◆ **What the exercise asks**: Show each line of the records below where the word "that" occurs.

══ Input material

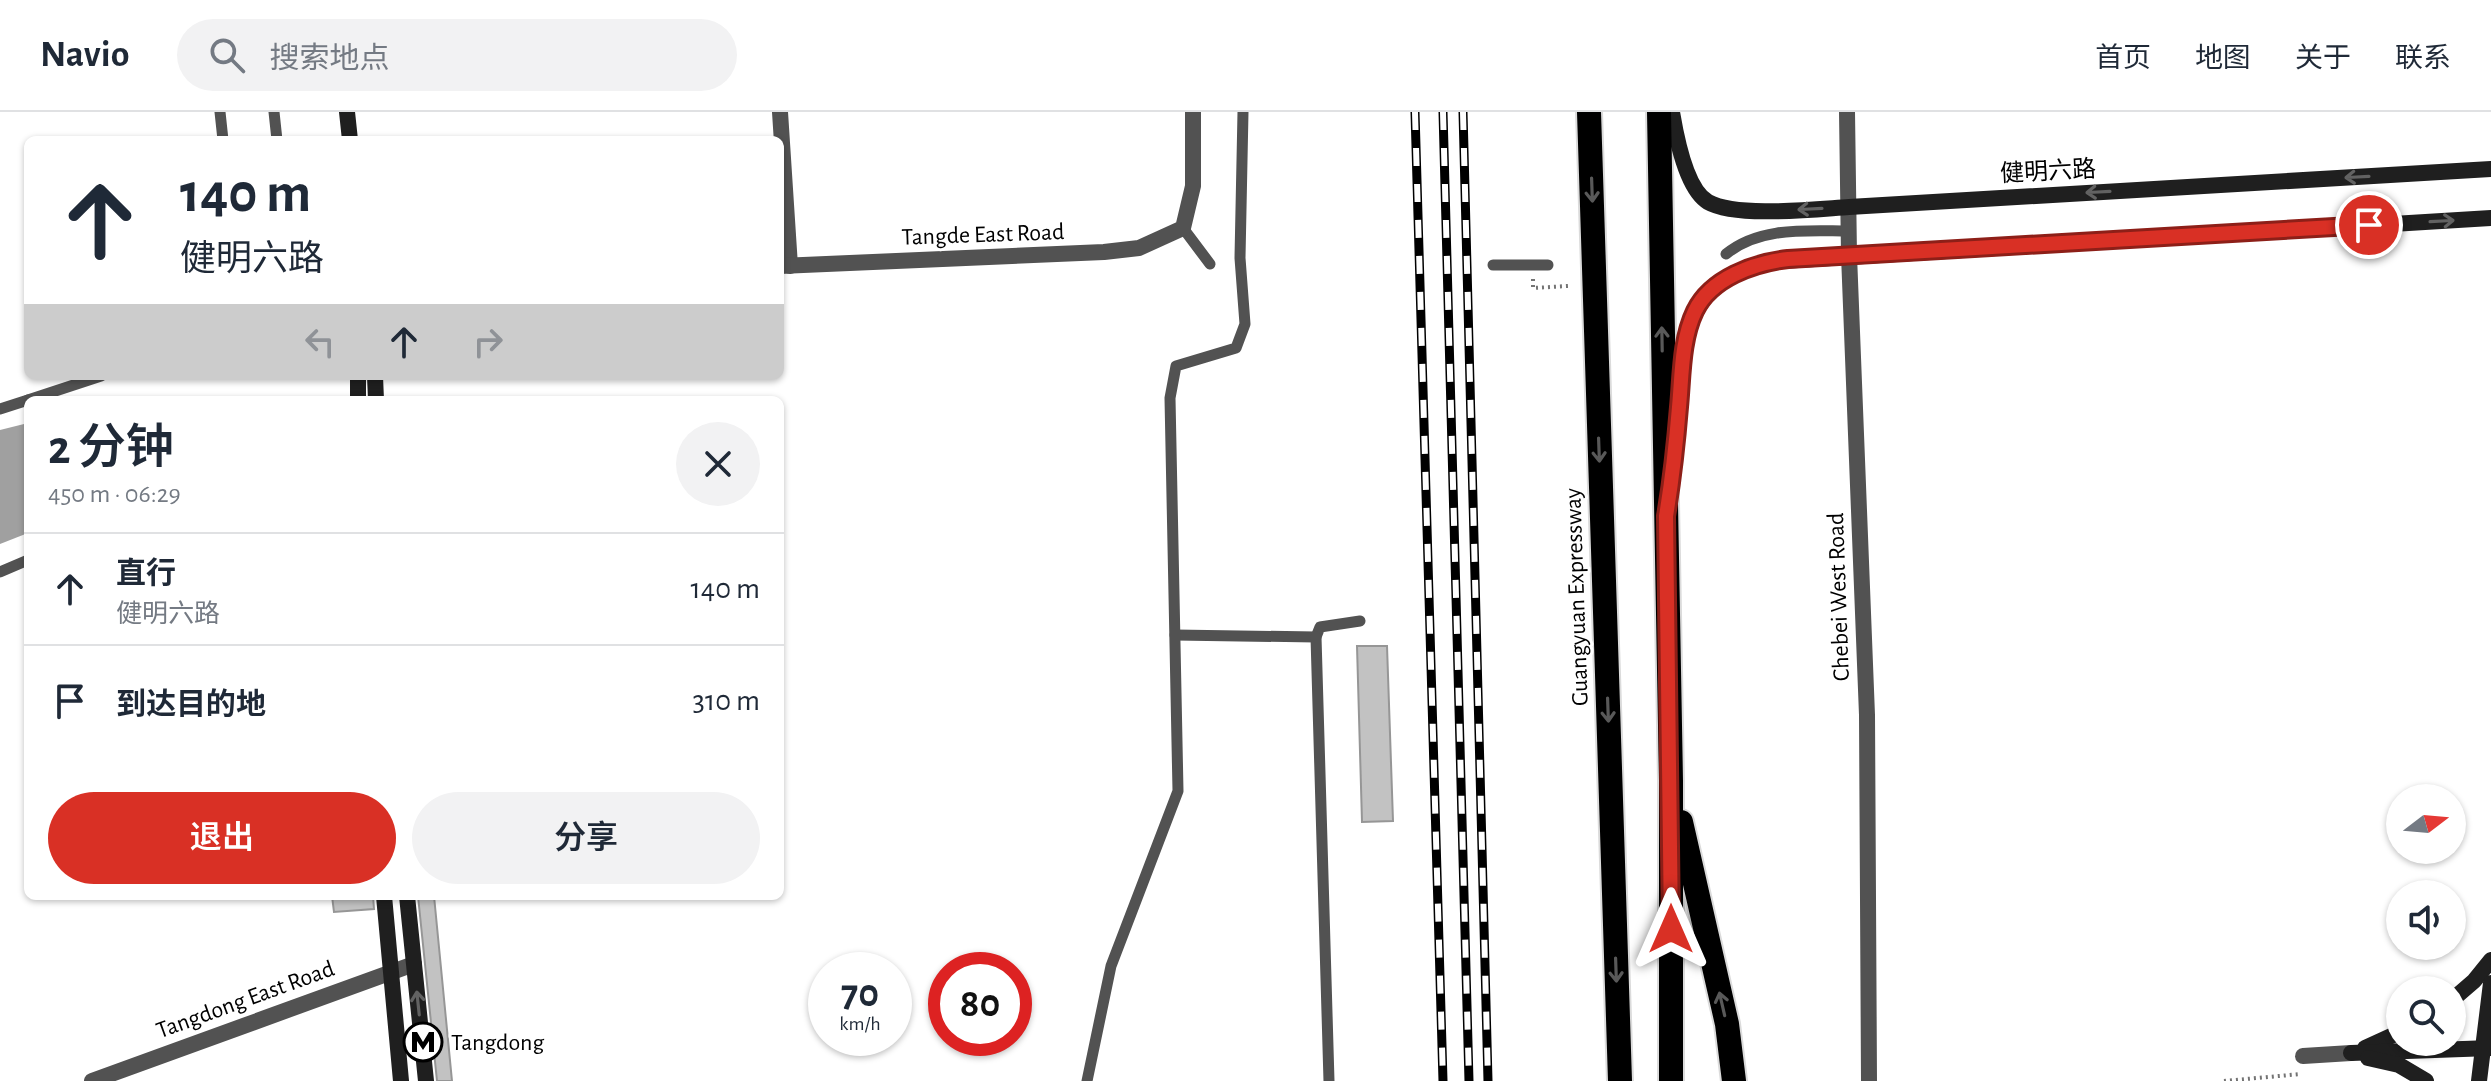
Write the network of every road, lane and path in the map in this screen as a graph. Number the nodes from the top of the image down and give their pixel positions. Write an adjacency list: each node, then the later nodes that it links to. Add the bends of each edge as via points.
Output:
1 (220, 112): 11 (lane)
2 (274, 112): 12 (lane)
3 (347, 112): 13 (main road)
4 (780, 112): 14 (street)
5 (1193, 112): 18 (street, via 1193,186)
6 (1243, 112): 37 (lane, via 1240,258 1245,324 1236,348 1176,366 1170,398)
7 (1589, 112): 56 (highway, Guangyuan Expressway, one-way to 56)
8 (1659, 112): 33 (highway, one-way to 8)
9 (1672, 112): 16 (main road, 健明六路, one-way to 9, via 1730,209 1708,202 1678,146)
10 (1847, 112): 16 (street, Chebei West Road)
11 (223, 136)
12 (277, 136)
13 (350, 136)
14 (781, 136)
15 (2491, 169): 16 (main road, 健明六路, one-way to 16)
16 (1849, 207): 19 (street, Chebei West Road)
17 (2491, 218): 22 (main road, one-way to 17)
18 (1183, 228): 23 (lane); 27 (street, Tangde East Road, via 1156,242 1113,252)
19 (1849, 231): 21 (lane, via 1765,235); 22 (street, Chebei West Road)
20 (784, 235): 27 (street)
21 (1726, 254)
22 (1849, 255): 33 (main road, via 1764,262 1715,287 1695,310 1682,359); 59 (street, Chebei West Road, via 1867,715)
23 (1210, 264)
24 (1493, 265): 25 (lane)
25 (1533, 265): 26 (lane); 28 (path, via 1533,288)
26 (1548, 265)
27 (785, 266)
28 (1568, 286)
29 (89, 380): 30 (lane)
30 (40, 396)
31 (24, 401): 32 (lane)
32 (0, 409)
33 (1666, 516): 39 (highway)
34 (24, 562): 35 (lane)
35 (0, 572)
36 (1360, 621): 38 (lane, via 1320,627)
37 (1175, 635): 38 (lane); 54 (lane, via 1178,791 1111,966)
38 (1316, 637): 55 (lane)
39 (1671, 781): 57 (highway); 58 (highway, one-way to 39, via 1727,1024)
40 (384, 900): 44 (main road)
41 (407, 900): 43 (main road)
42 (2491, 960): 46 (main road)
43 (414, 964): 44 (street, Tangdong East Road); 53 (main road, one-way to 43)
44 (391, 972): 51 (street, Tangdong East Road); 52 (main road)
45 (2491, 983): 48 (main road)
46 (2466, 988)
47 (2386, 1038): 49 (main road)
48 (2487, 1048): 49 (main road); 62 (main road)
49 (2351, 1053): 50 (street); 61 (main road, via 2399,1065)
50 (2303, 1056): 60 (path, via 2305,1074)
51 (92, 1081)
52 (401, 1081)
53 (426, 1081)
54 (1087, 1081)
55 (1329, 1081)
56 (1620, 1081)
57 (1671, 1081)
58 (1734, 1081)
59 (1869, 1081)
60 (2224, 1081)
61 (2426, 1081)
62 (2479, 1081)

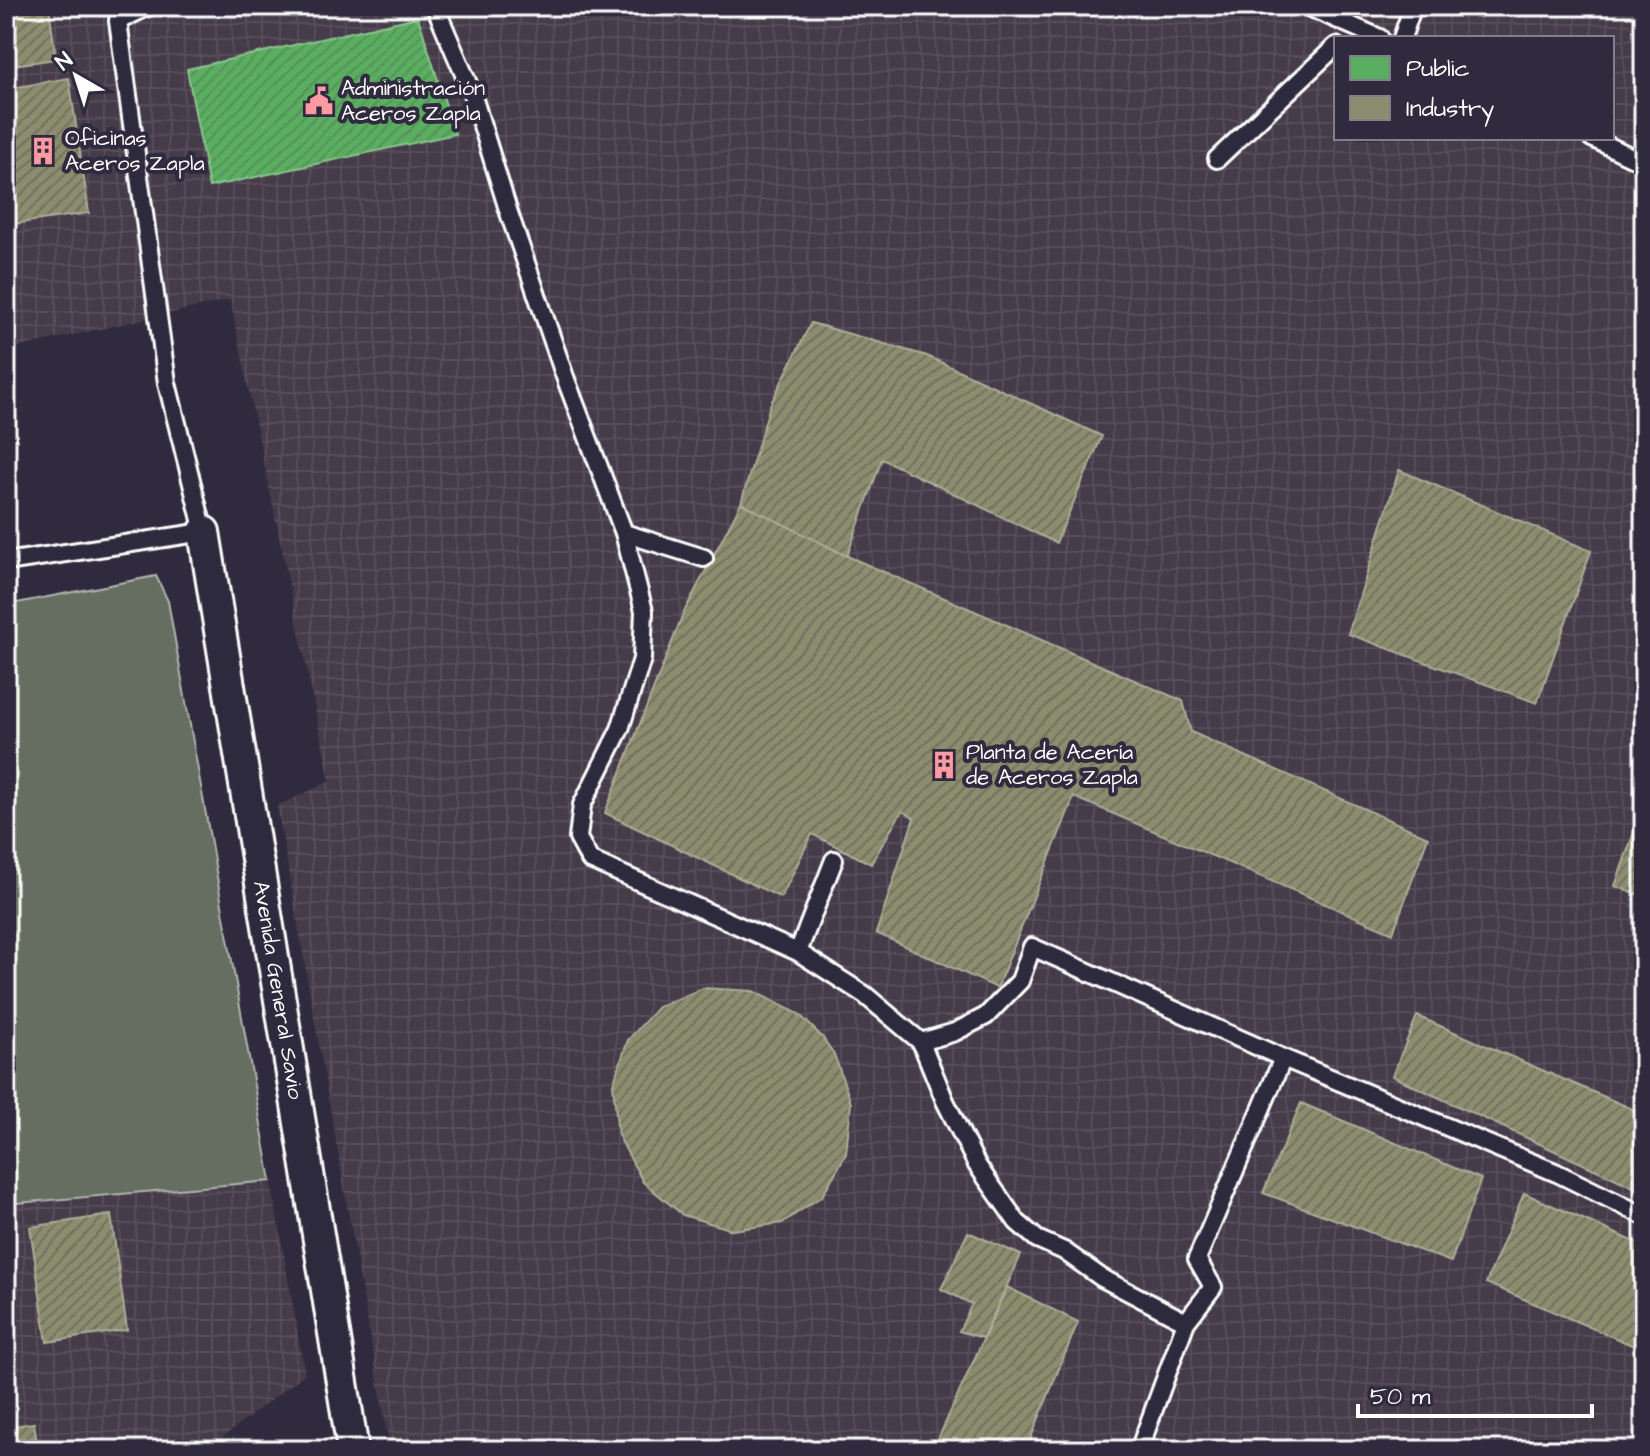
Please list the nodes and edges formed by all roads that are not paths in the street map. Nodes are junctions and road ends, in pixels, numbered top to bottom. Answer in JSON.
{"nodes":[{"id":1,"x":149,"y":6,"type":"edge"},
{"id":2,"x":435,"y":6,"type":"edge"},
{"id":3,"x":1306,"y":6,"type":"edge"},
{"id":4,"x":1413,"y":6,"type":"edge"},
{"id":5,"x":116,"y":11,"type":"edge"},
{"id":6,"x":1349,"y":33,"type":"edge"},
{"id":7,"x":1403,"y":36,"type":"edge"},
{"id":8,"x":1334,"y":48,"type":"edge"},
{"id":9,"x":1596,"y":140,"type":"edge"},
{"id":10,"x":1217,"y":159,"type":"dead end"},
{"id":11,"x":1644,"y":163,"type":"edge"},
{"id":12,"x":204,"y":532,"type":"junction"},
{"id":13,"x":624,"y":533,"type":"junction"},
{"id":14,"x":704,"y":558,"type":"dead end"},
{"id":15,"x":6,"y":562,"type":"edge"},
{"id":16,"x":834,"y":860,"type":"dead end"},
{"id":17,"x":798,"y":952,"type":"junction"},
{"id":18,"x":921,"y":1042,"type":"junction"},
{"id":19,"x":1283,"y":1058,"type":"junction"},
{"id":20,"x":1644,"y":1216,"type":"edge"},
{"id":21,"x":1186,"y":1322,"type":"junction"},
{"id":22,"x":353,"y":1450,"type":"edge"},
{"id":23,"x":1139,"y":1450,"type":"edge"}],
"edges":[{"from":1,"to":5,"type":"lane"},
{"from":2,"to":13,"type":"lane"},
{"from":3,"to":6,"type":"lane"},
{"from":4,"to":7,"type":"lane"},
{"from":5,"to":12,"type":"lane"},
{"from":8,"to":10,"type":"lane"},
{"from":9,"to":11,"type":"lane"},
{"from":12,"to":15,"type":"lane"},
{"from":12,"to":22,"type":"street","name":"Avenida General Savio"},
{"from":13,"to":14,"type":"lane"},
{"from":13,"to":17,"type":"lane"},
{"from":16,"to":17,"type":"lane"},
{"from":17,"to":18,"type":"lane"},
{"from":18,"to":19,"type":"lane"},
{"from":18,"to":21,"type":"lane"},
{"from":19,"to":20,"type":"lane"},
{"from":19,"to":21,"type":"lane"},
{"from":21,"to":23,"type":"lane"}]}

════

◆ **Reply**:
Write the network of every road, lane and path in the map in this screen as a graph. Number the nodes from the top of the image down and give their pixel positions. Write an adjacency list: each node, then the later nodes that it links to. Add the bends of each edge as via points.
Please list the nodes and edges formed by all roads that are not paths in the street map. Nodes are junctions and road ends, in pixels, numbered top to bottom. Answer in JSON.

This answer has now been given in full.